EDITORIAL: Empower the people
WITH the GENERAL ELECTION due next year the political atmosphere is heating up, with the two major parties sharpening their rhetoric while emerging parties present themselves as pretenders to the throne.
These are challenging times, with much discussion of public affairs made all the more interesting with this week’s debate on the Estimates taking place against the background of downgrade opinions of the international rating agencies. It cannot be business as usual.
If governments are the people’s servants and not their masters, then the people of this country need to be empowered, with a clear understanding of the proper relationship between themselves and elected officials, and how they may hold them to account at all times.

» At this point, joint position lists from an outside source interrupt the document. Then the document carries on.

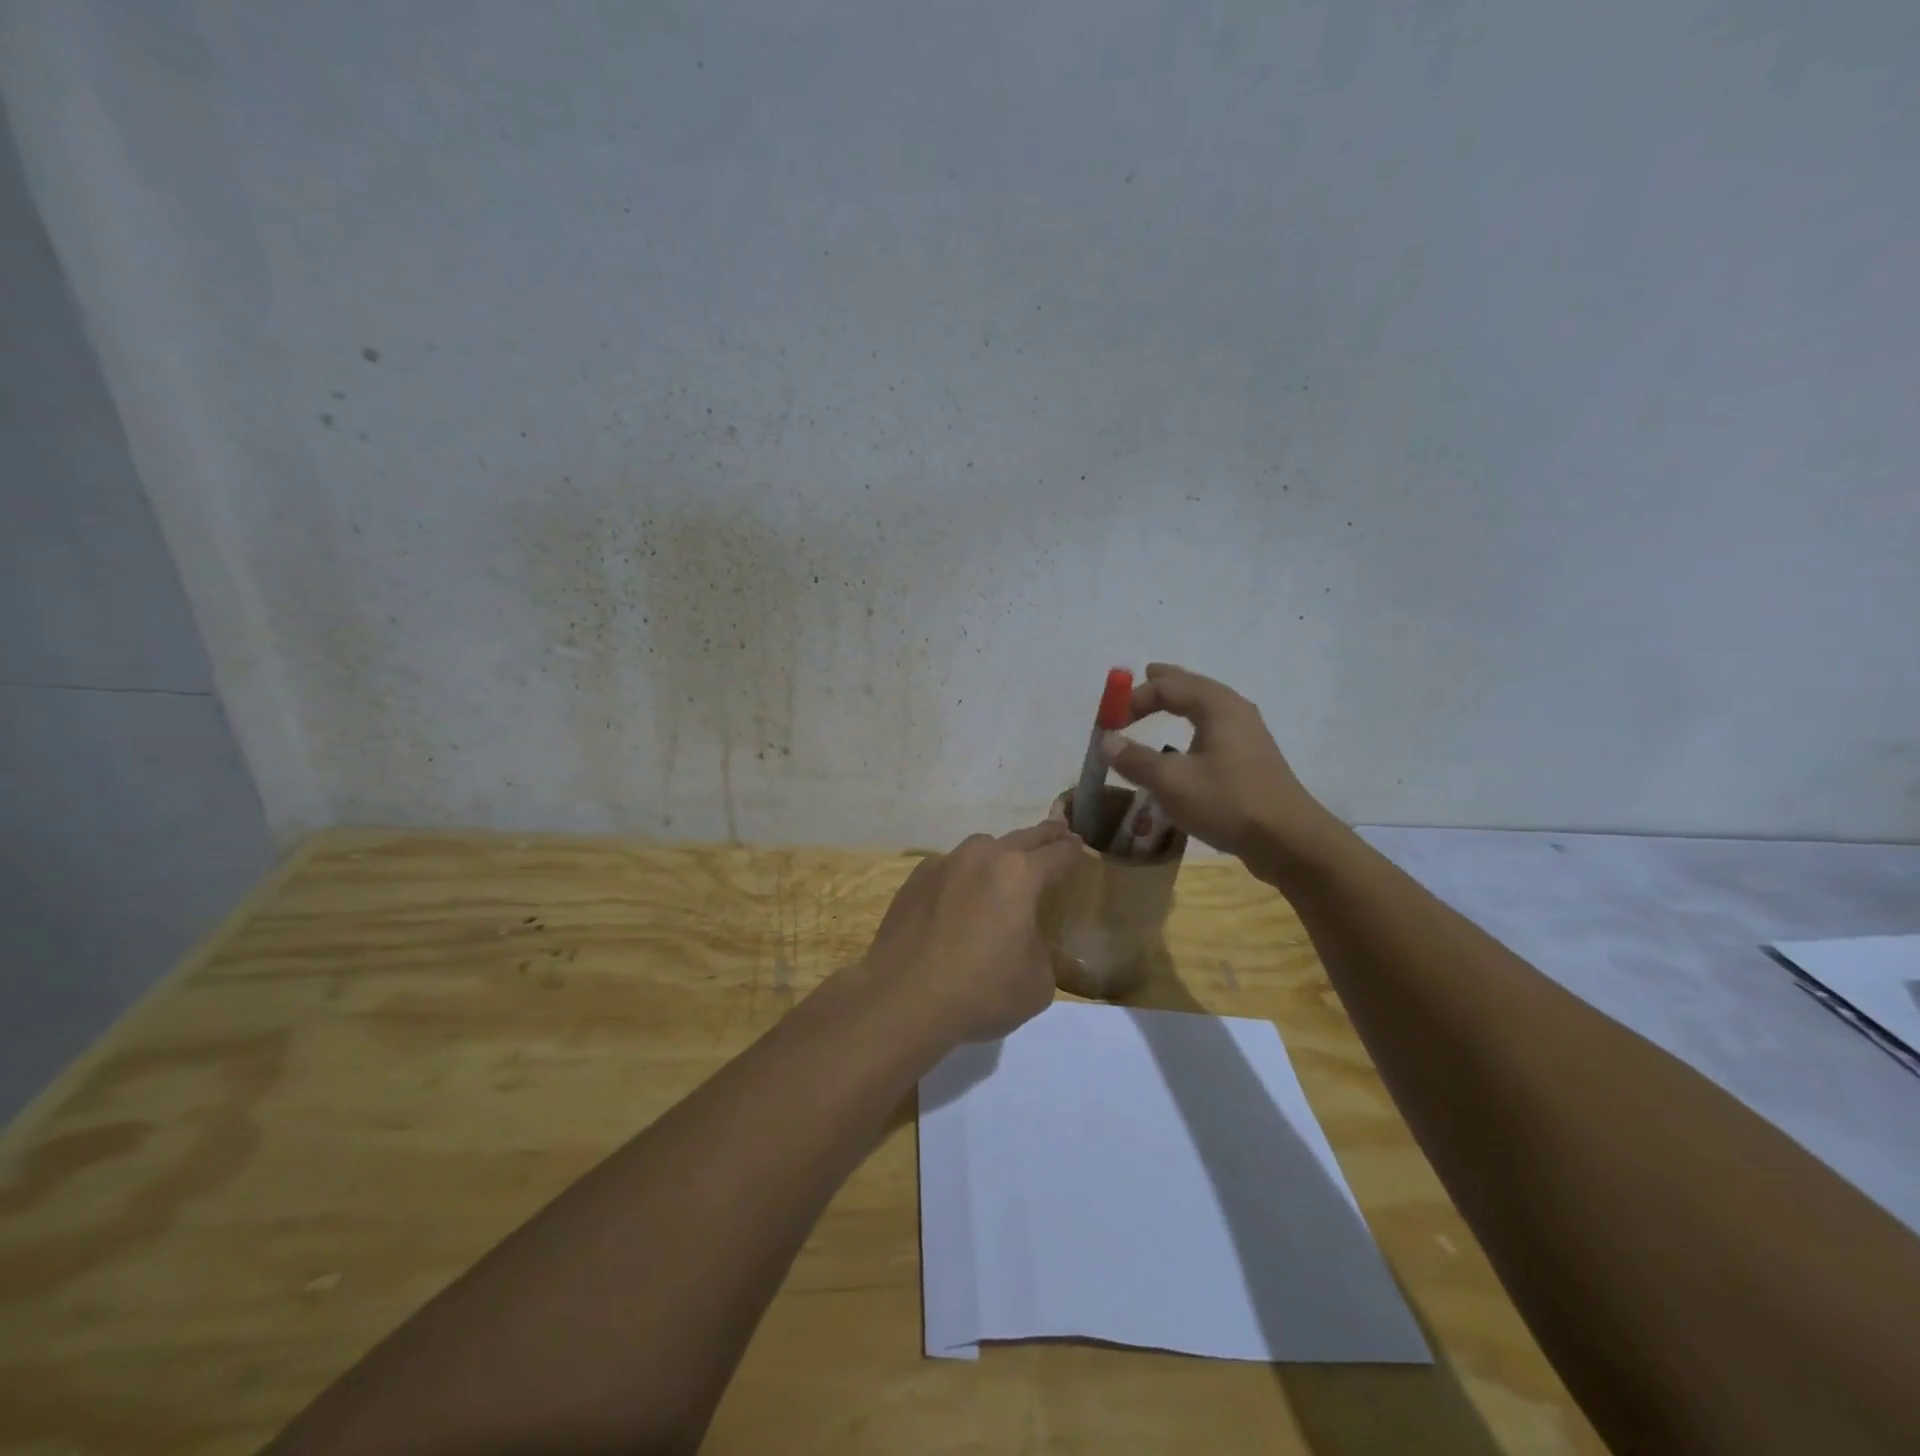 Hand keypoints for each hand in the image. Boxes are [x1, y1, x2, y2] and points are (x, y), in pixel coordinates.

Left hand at [859, 820, 1081, 1044]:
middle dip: (1044, 837)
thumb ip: (1040, 948)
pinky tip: (957, 901)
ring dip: (998, 855)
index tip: (1080, 848)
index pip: (1058, 853)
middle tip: (1057, 835)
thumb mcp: (1038, 982)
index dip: (1074, 851)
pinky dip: (961, 877)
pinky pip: (949, 868)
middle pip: (1023, 837)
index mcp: (1020, 874)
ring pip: (981, 848)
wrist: (903, 999)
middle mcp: (982, 856)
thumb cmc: (982, 990)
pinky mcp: (914, 880)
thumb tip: (1024, 939)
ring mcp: (944, 863)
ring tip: (1002, 875)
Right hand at [1100, 663, 1343, 880]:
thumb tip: (1106, 740)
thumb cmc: (1227, 802)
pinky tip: (1189, 743)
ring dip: (1182, 702)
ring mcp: (1248, 735)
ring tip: (1164, 703)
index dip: (1134, 698)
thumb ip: (1135, 759)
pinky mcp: (1252, 759)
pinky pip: (1215, 728)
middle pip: (1193, 687)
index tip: (1109, 722)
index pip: (1167, 687)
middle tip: (1144, 675)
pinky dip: (1194, 724)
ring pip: (1207, 706)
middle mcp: (1235, 711)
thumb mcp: (1171, 782)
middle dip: (1165, 683)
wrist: (1289, 840)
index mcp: (1217, 706) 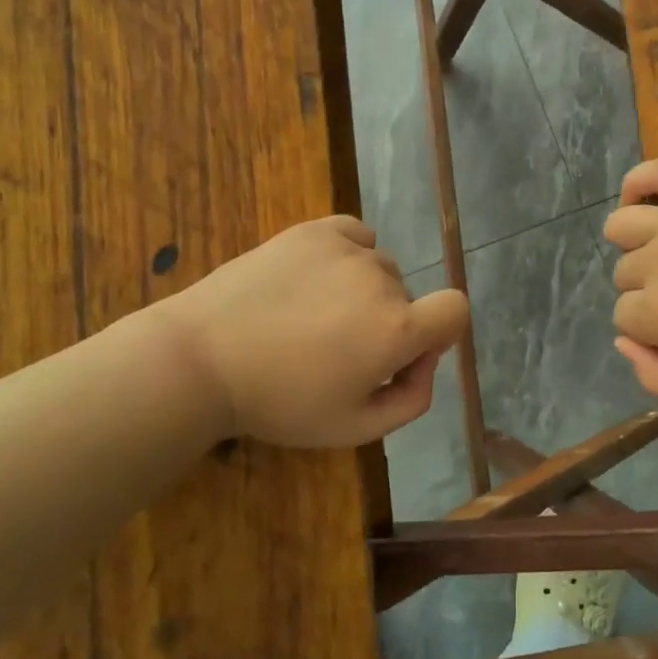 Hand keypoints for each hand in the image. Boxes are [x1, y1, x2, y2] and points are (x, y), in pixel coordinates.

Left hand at [151, 216, 468, 447]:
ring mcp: (347, 249)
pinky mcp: (314, 230)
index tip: (402, 355)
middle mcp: (381, 281)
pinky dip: (350, 255)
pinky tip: (318, 278)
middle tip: (336, 350)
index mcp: (396, 329)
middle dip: (388, 322)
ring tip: (314, 316)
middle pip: (408, 297)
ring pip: (380, 269)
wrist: (202, 358)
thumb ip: (411, 400)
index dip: (439, 334)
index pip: (455, 311)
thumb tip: (425, 361)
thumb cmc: (278, 402)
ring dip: (364, 291)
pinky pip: (357, 237)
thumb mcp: (354, 428) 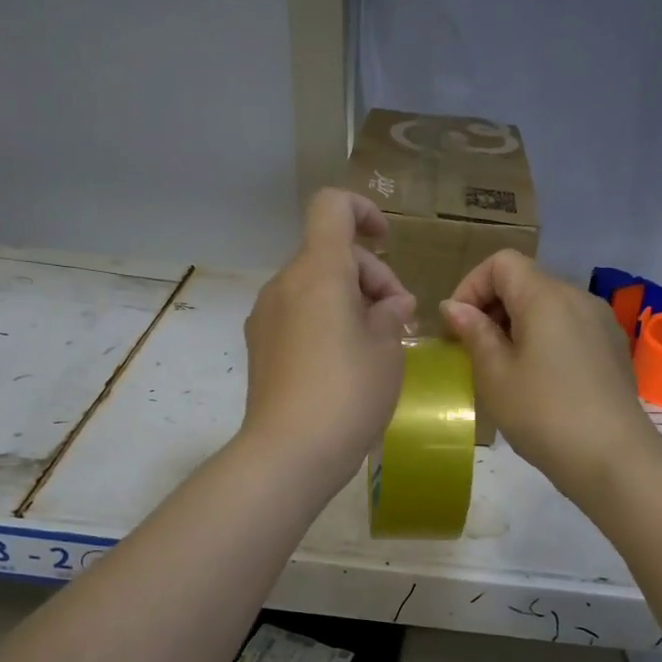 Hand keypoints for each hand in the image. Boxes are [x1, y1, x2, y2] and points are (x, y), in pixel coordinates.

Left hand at [240, 189, 416, 484]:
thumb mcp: (387, 350)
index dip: (363, 211)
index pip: (332, 208)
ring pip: (315, 285)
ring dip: (350, 300)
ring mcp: (267, 315)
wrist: (288, 454)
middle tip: (401, 320)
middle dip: (371, 276)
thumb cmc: (348, 394)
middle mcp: (285, 284)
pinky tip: (347, 362)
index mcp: (318, 271)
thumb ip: (391, 313)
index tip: (388, 243)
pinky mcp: (260, 345)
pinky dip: (326, 320)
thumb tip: (389, 304)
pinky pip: (299, 313)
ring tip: (379, 345)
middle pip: (330, 253)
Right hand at [440, 250, 661, 498]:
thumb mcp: (495, 374)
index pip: (502, 263)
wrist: (613, 459)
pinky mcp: (612, 348)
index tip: (458, 326)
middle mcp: (578, 297)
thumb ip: (473, 332)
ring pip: (548, 305)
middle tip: (473, 350)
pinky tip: (539, 380)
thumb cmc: (543, 414)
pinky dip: (544, 339)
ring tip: (503, 367)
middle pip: (526, 281)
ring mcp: (601, 322)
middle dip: (492, 307)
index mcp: (546, 296)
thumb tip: (455, 306)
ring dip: (517, 324)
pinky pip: (569, 327)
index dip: (471, 286)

We have to face facts. Cabinets in these small parliaments can often dominate and outnumber the combined forces of the opposition and backbenchers and this makes for a governance problem that has to be faced.
It can be confusing for the average person to follow the economic arguments in favour of this or that approach. Topics such as the fiscal deficit and the balance of payments and foreign reserves, not to mention the issue of foreign direct investment, can often seem like a foreign language to all but the keenest followers of debates on our current affairs.
In this potpourri of charge and countercharge, with a presentation on facts by the governing Democratic Labour Party and a march of disgust by the Opposition Barbados Labour Party, the man (and woman) in the street is being flooded with information from all sides and is expected to separate the wheat from the chaff, and truth from the untruth.
Yet there is a large need for public education and information on our public affairs, if we are to judge by the comments and requests for explanations made by callers to radio call-in programmes.
Even if we teach aspects of civics in school, it still seems to be the case that much greater public discussion of our governance in a systematic manner is required if we are to equip the people with the knowledge and information to form sensible opinions on the management of their affairs by the politicians.
To make sense of the present situation requires focus on aspects of the economy as well as the ability to zero in on the nature and practice of our politics. As an example, Prime Minister Stuart has recently made the argument that the rating agencies can downgrade Barbados’ credit worthiness but cannot downgrade the numerous gains articulated by his ministers.
Are the people to accept this statement at face value? We think not, because it ought to be clear that our need to attract foreign direct investment exposes us to the decision-making discretion of external potential investors, who may be adversely influenced against investing here by such rating agency decisions. The collateral damage from such decisions can eventually affect the quality of life and the gains made by ministries.
As agents of the press, we can only do so much education, but particularly in the Estimates Debate the policies and decisions of the Government ought to be under the severest public scrutiny. Questions ought to be asked and answers given before the Estimates are passed and given parliamentary approval.
It would enhance our democracy if the public is better equipped to ensure that the feet of all governments are always held to the fire – and not only at election time.